DATA EXTRACT
----------
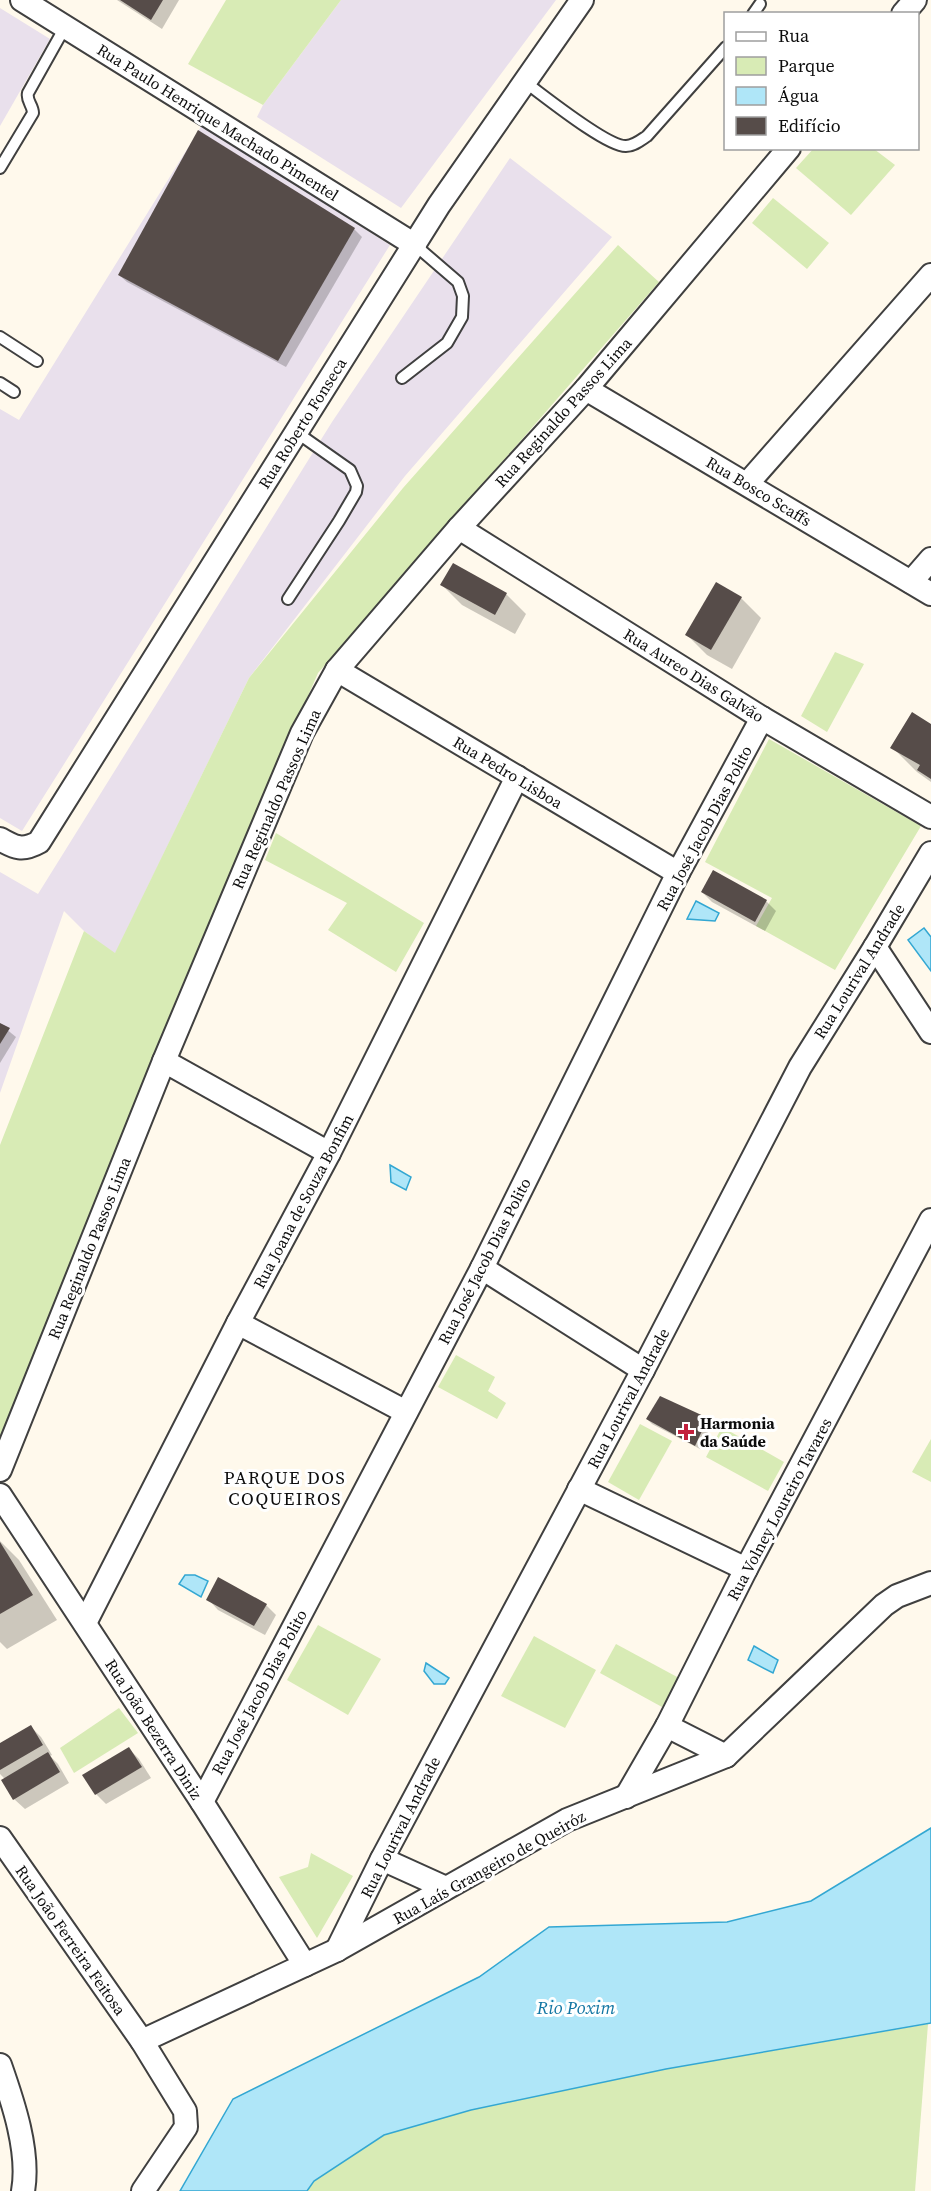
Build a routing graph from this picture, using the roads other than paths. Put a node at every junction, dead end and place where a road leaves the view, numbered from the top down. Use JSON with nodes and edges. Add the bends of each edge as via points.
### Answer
----------
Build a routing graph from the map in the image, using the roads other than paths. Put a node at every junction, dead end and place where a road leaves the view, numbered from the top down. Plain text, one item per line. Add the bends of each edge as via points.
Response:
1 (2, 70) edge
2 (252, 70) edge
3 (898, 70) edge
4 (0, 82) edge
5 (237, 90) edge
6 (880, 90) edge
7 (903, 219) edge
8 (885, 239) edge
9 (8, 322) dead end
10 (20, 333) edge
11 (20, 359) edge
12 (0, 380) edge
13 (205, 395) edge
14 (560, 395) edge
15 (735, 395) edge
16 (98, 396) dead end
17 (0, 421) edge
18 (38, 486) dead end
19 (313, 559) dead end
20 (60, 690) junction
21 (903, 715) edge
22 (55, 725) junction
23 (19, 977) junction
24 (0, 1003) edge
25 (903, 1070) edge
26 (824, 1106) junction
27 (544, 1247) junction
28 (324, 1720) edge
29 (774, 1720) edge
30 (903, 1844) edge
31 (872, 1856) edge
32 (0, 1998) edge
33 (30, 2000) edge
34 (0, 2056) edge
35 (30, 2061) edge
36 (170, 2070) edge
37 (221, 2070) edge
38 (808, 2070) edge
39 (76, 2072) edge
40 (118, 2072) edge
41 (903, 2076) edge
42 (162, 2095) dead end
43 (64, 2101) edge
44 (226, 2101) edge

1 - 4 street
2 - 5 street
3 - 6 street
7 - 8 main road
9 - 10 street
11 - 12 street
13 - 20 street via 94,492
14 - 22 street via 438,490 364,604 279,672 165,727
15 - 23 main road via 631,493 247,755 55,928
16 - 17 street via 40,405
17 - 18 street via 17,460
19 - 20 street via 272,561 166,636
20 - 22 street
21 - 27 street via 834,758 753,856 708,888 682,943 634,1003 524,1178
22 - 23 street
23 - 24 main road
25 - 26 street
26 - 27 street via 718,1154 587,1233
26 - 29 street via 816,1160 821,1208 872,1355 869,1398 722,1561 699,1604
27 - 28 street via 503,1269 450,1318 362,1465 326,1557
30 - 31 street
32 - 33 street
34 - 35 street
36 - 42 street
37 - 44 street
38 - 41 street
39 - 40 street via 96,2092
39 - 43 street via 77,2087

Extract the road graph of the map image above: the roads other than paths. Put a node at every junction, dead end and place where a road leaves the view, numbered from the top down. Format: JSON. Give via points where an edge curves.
----------
WHAT THIS TASK INVOLVES
Your reply must be one number, namely how many lines of the material above contain the string "than".

SOLUTION FOR THIS EXERCISE
3